Don’t forget “brand utility” in a digital age

Fran Brosnan urges us to remember that the primary role of brands is providing solutions to everyday problems in the latest edition of Market Leader. Her column responsed to a recent article I wrote for the same publication, ‘Rebooting brand strategy for a digital age’, sharing findings from brandgym research including the importance of brand purpose. “I wonder whether the research missed out on something that is driving peoples’ interactions with brands: utility,” she wrote. Here’s why I violently agree with Fran’s point about brand utility.

1. Purpose can be product-centric

Fran rightly reminds us to to stay rooted in reality when working on brand purpose. “Let’s not get ahead of ourselves. Soap powder’s main function is to clean clothes,” she suggests. Regular readers will know that firmly anchoring your brand on product performance is a subject close to my own heart. Way back in 2012 I posted about “the risk of ‘brand ego tripping’, when a brand climbs too high up the ‘ladder’ of benefits, leaving behind the product.” And more recently I posted here about how brand’s can have a clear purpose where a social mission plays only a supporting role, not a lead one.

Take Pampers as an example. The brand purpose is about ‘being dedicated to baby development’, but this is firmly rooted in a functional benefit of dryness protection. Yes, there the brand has a social program with Unicef that has been running for 10 years. But product performance is front and centre, as you would expect from P&G.

2. Product comes first, even for social brands

Even when a brand has a social mission at the heart of its purpose, product performance remains critical. I’m with Fran when she says, “I’m more likely to reward a brand with my loyalty because it does what it says on the tin than because it is championing the role of mothers in society.” In my pro-bono coaching of social entrepreneurs on the Expert Impact program, a common topic is leading with a strong functional benefit, and supporting this with a social benefit. Why? Because a few people might buy your brand once to support your cause. However, you are unlikely to build a big user base unless your product or service delivers.

Take the Harry Specter’s brand of chocolate as an example. I met one of the founders, Shaz Shah, in an Expert Impact session and liked the brand so much I’ve come a Non-Exec Director. The company makes hand-made chocolates that create employment for young people with autism. This is a worthy social cause. But Shaz and his wife Mona focus first and foremost on ensuring that the chocolates are bloody good, which they are, as shown by numerous Great Taste Awards. The brand also works on having the most attractive packaging possible and an easy-to-use website. By creating delicious chocolates Harry Specter’s sells more stuff, which in turn helps more young people with autism.

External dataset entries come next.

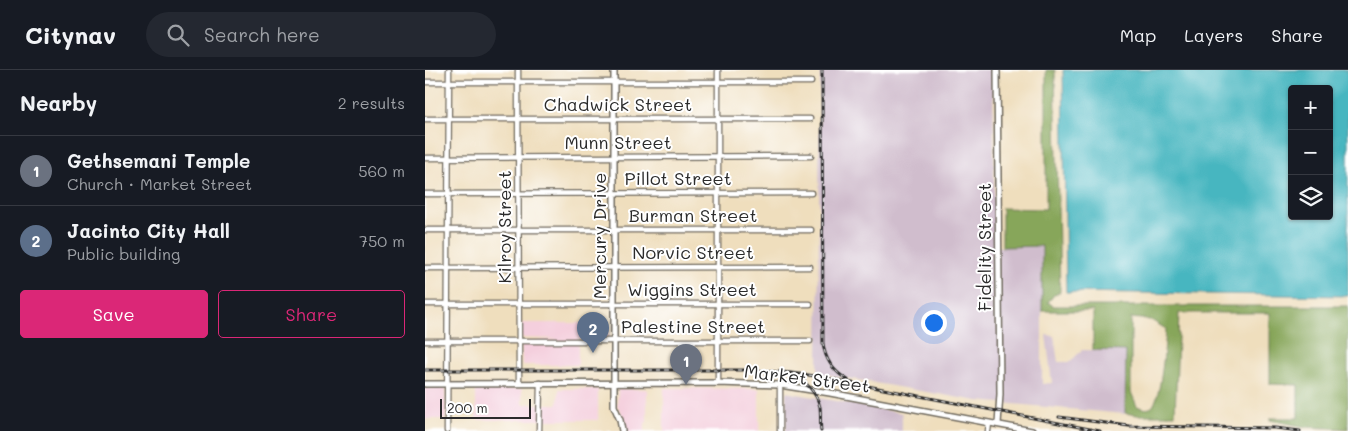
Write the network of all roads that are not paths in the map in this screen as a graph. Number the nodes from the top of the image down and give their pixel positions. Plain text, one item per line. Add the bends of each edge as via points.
1 (449, 70) edge
2 (518, 70) edge
3 (614, 70) edge
4 (718, 70) edge
5 (997, 70) edge
6 (425, 82) edge
7 (449, 82) junction
8 (518, 82) junction
9 (614, 82) junction
10 (718, 82) junction
11 (811, 82) dead end
12 (425, 119) edge
13 (449, 119) junction
14 (519, 119) junction
15 (614, 119) junction
16 (718, 119) junction
17 (811, 119) dead end
18 (811, 156) dead end
19 (613, 157) junction
20 (718, 157) junction
21 (425, 158) edge
22 (448, 158) junction
23 (519, 158) junction
24 (613, 193) junction
25 (718, 193) junction
26 (811, 193) dead end
27 (425, 194) edge
28 (448, 194) junction
29 (519, 194) junction
30 (425, 230) edge
31 (448, 230) junction
32 (519, 230) junction
33 (613, 230) junction
34 (718, 230) junction
35 (811, 230) dead end
36 (519, 267) junction
37 (613, 267) junction
38 (718, 267) junction
39 (811, 267) dead end
40 (425, 268) edge
41 (448, 268) junction
42 (425, 304) edge
43 (448, 304) junction
44 (519, 304) junction
45 (613, 304) junction
46 (718, 304) junction
47 (810, 304) dead end
48 (810, 340) dead end
49 (425, 341) edge
50 (448, 341) junction
51 (519, 341) junction
52 (613, 341) junction
53 (718, 341) junction
54 (519, 383) junction
55 (540, 383) junction
56 (718, 383) junction
57 (425, 384) edge
58 (448, 384) junction
59 (614, 384) junction
60 (780, 385) junction
61 (989, 423) junction
62 (998, 424) junction
63 (447, 431) edge
64 (539, 431) edge
65 (622, 431) edge
66 (780, 431) edge
67 (988, 431) edge
68 (1032, 431) edge

1 - 7 street
2 - 8 street, Kilroy Street
3 - 9 main road, Mercury Drive
4 - 10 street
5 - 62 main road, Fidelity Street
6 - 7 street
7 - 8 street
7 - 13 street
8 - 9 street
8 - 14 street, Kilroy Street
9 - 10 street
9 - 15 main road, Mercury Drive
10 - 11 street
10 - 16 street
12 - 13 street, Chadwick Street
13 - 14 street, Chadwick Street
13 - 22 street
14 - 15 street, Chadwick Street
14 - 23 street, Kilroy Street
15 - 16 street, Chadwick Street
15 - 19 main road, Mercury Drive
16 - 17 street, Chadwick Street
16 - 20 street
18 - 20 street, Munn Street
19 - 20 street, Munn Street
19 - 23 street, Munn Street
19 - 24 main road, Mercury Drive
20 - 25 street
21 - 22 street, Munn Street
22 - 23 street, Munn Street
22 - 28 street
23 - 29 street, Kilroy Street
24 - 25 street, Pillot Street
24 - 29 street, Pillot Street
24 - 33 main road, Mercury Drive
25 - 26 street, Pillot Street
25 - 34 street
27 - 28 street, Pillot Street
28 - 29 street, Pillot Street
28 - 31 street
29 - 32 street, Kilroy Street
30 - 31 street, Burman Street
31 - 32 street, Burman Street
31 - 41 street
32 - 33 street, Burman Street
32 - 36 street, Kilroy Street
33 - 34 street, Burman Street
33 - 37 main road, Mercury Drive
34 - 35 street, Burman Street
34 - 38 street
36 - 37 street, Norvic Street
36 - 41 street, Norvic Street
36 - 44 street, Kilroy Street
37 - 38 street, Norvic Street
37 - 45 main road, Mercury Drive
38 - 39 street, Norvic Street
38 - 46 street
40 - 41 street, Norvic Street
41 - 43 street
42 - 43 street, Wiggins Street
43 - 44 street, Wiggins Street
43 - 50 street
44 - 45 street, Wiggins Street
44 - 51 street, Kilroy Street
45 - 46 street, Wiggins Street
45 - 52 main road, Mercury Drive
46 - 47 street, Wiggins Street
46 - 53 street
48 - 53 street, Palestine Street
49 - 50 street, Palestine Street
50 - 51 street, Palestine Street
50 - 58 street
51 - 52 street, Palestine Street
51 - 54 street, Kilroy Street
52 - 53 street, Palestine Street
52 - 59 main road, Mercury Drive
53 - 56 street
54 - 55 main road, Market Street
54 - 58 main road, Market Street
55 - 59 main road, Market Street
55 - 64 street
56 - 59 main road, Market Street
56 - 60 main road, Market Street
57 - 58 main road, Market Street
58 - 63 street
59 - 65 main road, Mercury Drive via 614,406
60 - 61 main road, Market Street
60 - 66 street
61 - 62 main road, Market Street
61 - 67 street
62 - 68 main road, Market Street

3. Brand utility in a digital age

Fran also rightly points out the role digital can play in providing brand utility. Entertaining content that “goes viral” often grabs the headlines in magazines and at conferences. But being useful is just as valid a route to take, if not more so. “Digital – via tools, apps, blogs, videos – is an excellent way to deliver this information,” as Fran says.

Back in 2013 I posted here on a book exactly along these lines: “YOUTILITY: Why Smart Marketing is
about Help not Hype.” The premise of the book should be music to Fran’s ears: that brands can “create a customer for life by through marketing that is truly, inherently useful“. Examples from the book I mentioned in the post included:

– The @HiltonSuggests program that tweets useful travel tips for anyone, Hilton guest or not

– Clorox’s free myStain app that gives away self-serve stain solution information

– Geek Squad’s free online self-help videos to solve IT problems

In conclusion, it’s a good idea to give your brand a sense of purpose that goes beyond the purely functional to play in role in making life better. However, this should be firmly rooted in product performance and can have a social mission in a supporting role, not a leading one.